Ano novo, tempo novo

O que sonhamos para 2021? No dia 01 de janeiro saudamos as pessoas com um solene: “Feliz Ano Novo”. Iniciamos um novo caminhar, com tantos projetos e esperanças. Ainda estamos vivendo a pandemia do Coronavírus, porém ouso dizer: não deixemos de sonhar, de crer. Isto significa um modo de viver. Nada deve ser deixado de lado nestes dias, pois o ano novo é, sobretudo, um tempo novo. Será novo se pudermos colocar em nosso caminhar os aprendizados do ano que se findou, sobretudo pela pandemia. Quando fomos todos colocados em nossas casas, logo dissemos: devemos nos amar mais e conviver melhor. Também, precisamos colocar em prática os ensinamentos básicos da nossa vida, como a bondade e a misericórdia, com as pessoas com as quais nos relacionamos. Ainda, precisamos nos cuidar mais. Cuidar significa assumir responsavelmente nossa vida, não ser displicente diante dos fatos, das situações. Cuidar de si mesmo e dos outros com os quais vivemos. Sempre cuidar de tudo e de todos, pois o mundo em que vivemos não se resume em cada um de nós, mas nós somos parte de uma “grande família” (Papa Francisco), onde cada um está ligado aos demais. Todos nós somos um, únicos, em Cristo. Ninguém é melhor ou mais importante do que o outro. Cada um é, exatamente, o mesmo, especial, amado por Deus, que veio a este mundo para ter um lugar, um espaço e ser feliz.

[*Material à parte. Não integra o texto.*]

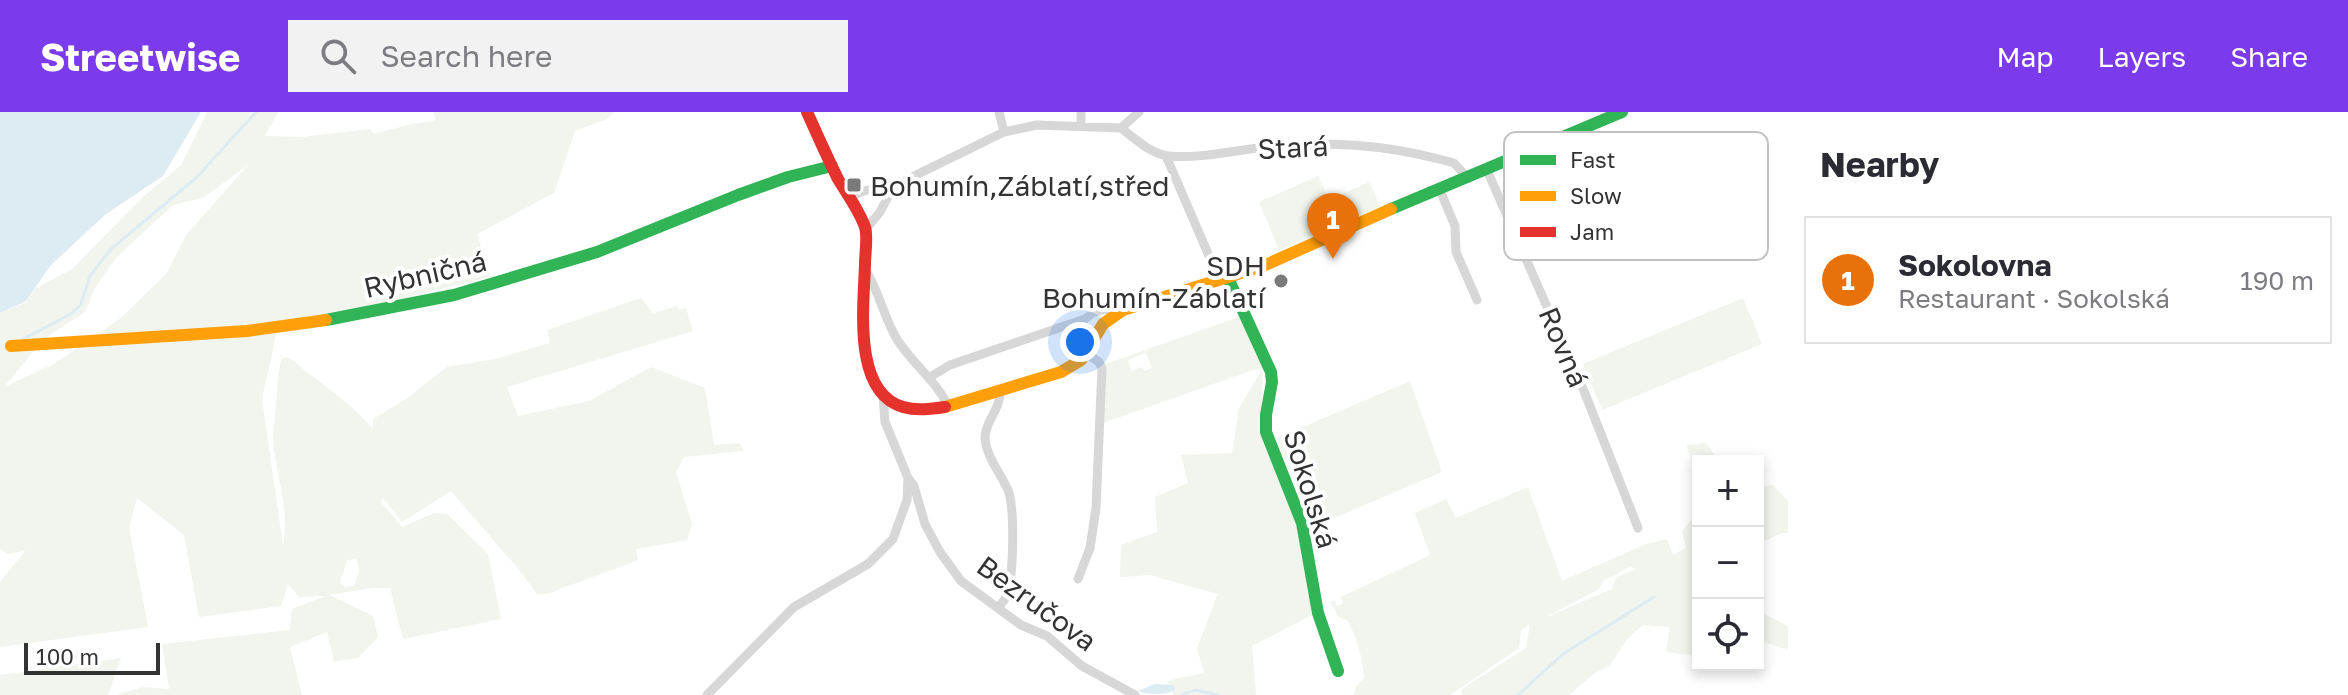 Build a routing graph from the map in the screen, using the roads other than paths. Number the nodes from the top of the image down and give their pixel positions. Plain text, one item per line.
1 (807, 112) edge
2 (999, 112) edge
3 (1081, 112) edge
4 (1139, 112) edge
5 (1622, 112) edge
6 (1081, 125) junction
7 (1121, 128) junction
8 (1004, 132) junction
9 (1573, 132) edge
10 (1166, 156) junction
11 (1504, 161) edge
12 (832, 166) junction
13 (1486, 168) junction
14 (1466, 176) junction
15 (1439, 188) junction
16 (890, 193) junction
17 (849, 197) junction
18 (1504, 209) edge
19 (866, 229) junction
20 (1526, 260) edge
21 (866, 271) junction
22 (1223, 280) junction
23 (1477, 300) dead end
24 (1115, 314) junction
25 (11, 346) dead end
26 (1087, 354) junction
27 (930, 377) junction
28 (1000, 391) junction
29 (883, 396) junction
30 (949, 407) junction
31 (908, 478) junction
32 (1638, 528) dead end
33 (1078, 579) dead end
34 (999, 607) junction
35 (1338, 671) dead end
36 (707, 695) edge
37 (1135, 695) edge

1 - 12 street
2 - 8 street
3 - 6 street
4 - 7 street
5 - 9 street
6 - 7 street
6 - 8 street
7 - 10 street
8 - 16 street
10 - 14 street, Stará
10 - 22 street
11 - 13 street
12 - 17 street
12 - 25 street, Rybničná
13 - 14 street
13 - 18 street, Rovná
14 - 15 street
15 - 22 street
15 - 23 street
16 - 17 street
16 - 19 street
17 - 19 street
19 - 21 street
20 - 32 street, Rovná
21 - 27 street
21 - 29 street
22 - 24 street
22 - 35 street, Sokolská
24 - 26 street
24 - 27 street
26 - 28 street
26 - 33 street
27 - 30 street
28 - 30 street
28 - 34 street
29 - 30 street
29 - 31 street, Bezručova
31 - 34 street, Bezručova
31 - 36 street
34 - 37 street, Bezručova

Sonhamos um ano de paz! Nosso Papa nos recorda que esta construção é cotidiana e não significa que ela exista simplesmente porque não estamos em guerra. Ela precisa ser construída desde o coração humano, sempre. Aí, sim, haverá lugares de paz, a partir de pessoas apaziguadas. Olhemos para nosso interior para ver se sabemos amar a todos. As ideologias não constroem a paz e nem uma sociedade justa para todos. A paz, porém, é fruto de uma vida familiar bem construída, bem trabalhada. É fruto de um mundo reconciliado, como consequência do perdão de Deus. A superação do individualismo consumista é urgente. Sem este, não há paz! Porém, não de menos, a injustiça clama por uma voz que se ergue para dizer o que não está certo. Só haverá paz quando superarmos nossos preconceitos raciais e as diferenças que temos das classes sociais. Sonhamos que um dia nosso povo irá compreender que todos somos uma única família e, por isso, com dignidade e possibilidade de sermos todos “filhos e filhas”. Lembremos das palavras de Jesus: “eis que eu estou convosco todos os dias” (Mt 28, 20).

Sonhamos um mundo com sentido para viver! Nossa vida de fé é uma fonte inesgotável de sentido para nossa vida. Somos felizes porque olhamos para o Crucificado-Ressuscitado e, nele, nos reconhecemos. Nele aprendemos o que significa tomar a cruz a cada dia e seguir os seus passos. Em Cristo, contemplando-o todos os dias, na sua Palavra, vemos o valor de uma vida que se faz pequena, se entrega, não revida, não busca seus interesses, não procura aparecer, mas somente amar. “Ele que tendo amado os seus que estavam no mundo, amou-os até o fim” (Jo 13,1). E mais ainda, que não caminhamos “com os olhos para baixo”, mas “com os corações ao alto”, na certeza de que em Cristo tudo tem um sentido e uma plenitude, que um dia nos acolherá consigo. Claro, nem todos tem este sentido para suas vidas. Há outras fontes de sentido, outras religiões, a quem respeitamos, e até quem queira construir sua vida sem religião. Mas nossa meta é esta: “por Cristo, com Cristo e em Cristo”.

“O Senhor te abençoe e te guarde! O Senhor faça brilhar sobre ti a sua face, e se compadeça de ti! O Senhor volte para ti o seu rosto e te dê a paz!” (Nm 6,24-26). Feliz e abençoado Ano Novo!